Management of Underlying and Contributing Conditions
- Hypertension: Optimal blood pressure control is essential, as hypertension is a significant risk factor for AF.
- Heart Failure: Management of heart failure can reduce AF burden and improve outcomes.
- Obesity: Weight management is important, as obesity is associated with a higher AF incidence and recurrence rate.
- Sleep Apnea: Screening for and treating obstructive sleep apnea with continuous positive airway pressure (CPAP) can reduce AF recurrence.
Lifestyle Modifications and Patient Education
- Regular Exercise: Moderate exercise can improve cardiovascular fitness, though high-intensity exercise may exacerbate AF in some cases.
- Alcohol Moderation: Alcohol can increase the risk of AF episodes, so patients are advised to limit alcohol intake.
- Avoid Stimulants: Caffeine, nicotine, and other stimulants can increase heart rate and provoke AF episodes, so reduction or avoidance is recommended.

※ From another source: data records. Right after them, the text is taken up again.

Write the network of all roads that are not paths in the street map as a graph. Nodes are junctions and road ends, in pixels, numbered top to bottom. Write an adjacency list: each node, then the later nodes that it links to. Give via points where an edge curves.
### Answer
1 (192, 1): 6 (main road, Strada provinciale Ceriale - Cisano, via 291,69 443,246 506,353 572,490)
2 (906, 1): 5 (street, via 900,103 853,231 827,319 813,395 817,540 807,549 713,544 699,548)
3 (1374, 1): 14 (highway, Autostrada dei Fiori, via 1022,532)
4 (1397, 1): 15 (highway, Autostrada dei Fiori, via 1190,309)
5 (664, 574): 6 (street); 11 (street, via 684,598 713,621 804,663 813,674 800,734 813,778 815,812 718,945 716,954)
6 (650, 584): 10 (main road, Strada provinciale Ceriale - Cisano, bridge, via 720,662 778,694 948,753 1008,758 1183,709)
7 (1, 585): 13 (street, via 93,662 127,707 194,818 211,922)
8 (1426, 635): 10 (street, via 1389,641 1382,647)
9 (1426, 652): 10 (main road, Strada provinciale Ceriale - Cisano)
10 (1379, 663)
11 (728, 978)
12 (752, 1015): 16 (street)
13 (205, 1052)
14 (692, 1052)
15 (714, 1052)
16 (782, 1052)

- Smoking Cessation: Smoking cessation reduces cardiovascular risk and may help decrease AF episodes.
Special Considerations in AF Management
- Age: Older adults may benefit more from rate control and anticoagulation due to higher thromboembolic risk and potential tolerance issues with antiarrhythmic drugs.
- Asymptomatic AF: Silent or asymptomatic AF is common and may require monitoring and anticoagulation if stroke risk is high, even without symptoms.
- Left Atrial Appendage Occlusion: For patients who cannot tolerate long-term anticoagulation, left atrial appendage occlusion (e.g., with a Watchman device) may provide an alternative stroke prevention method.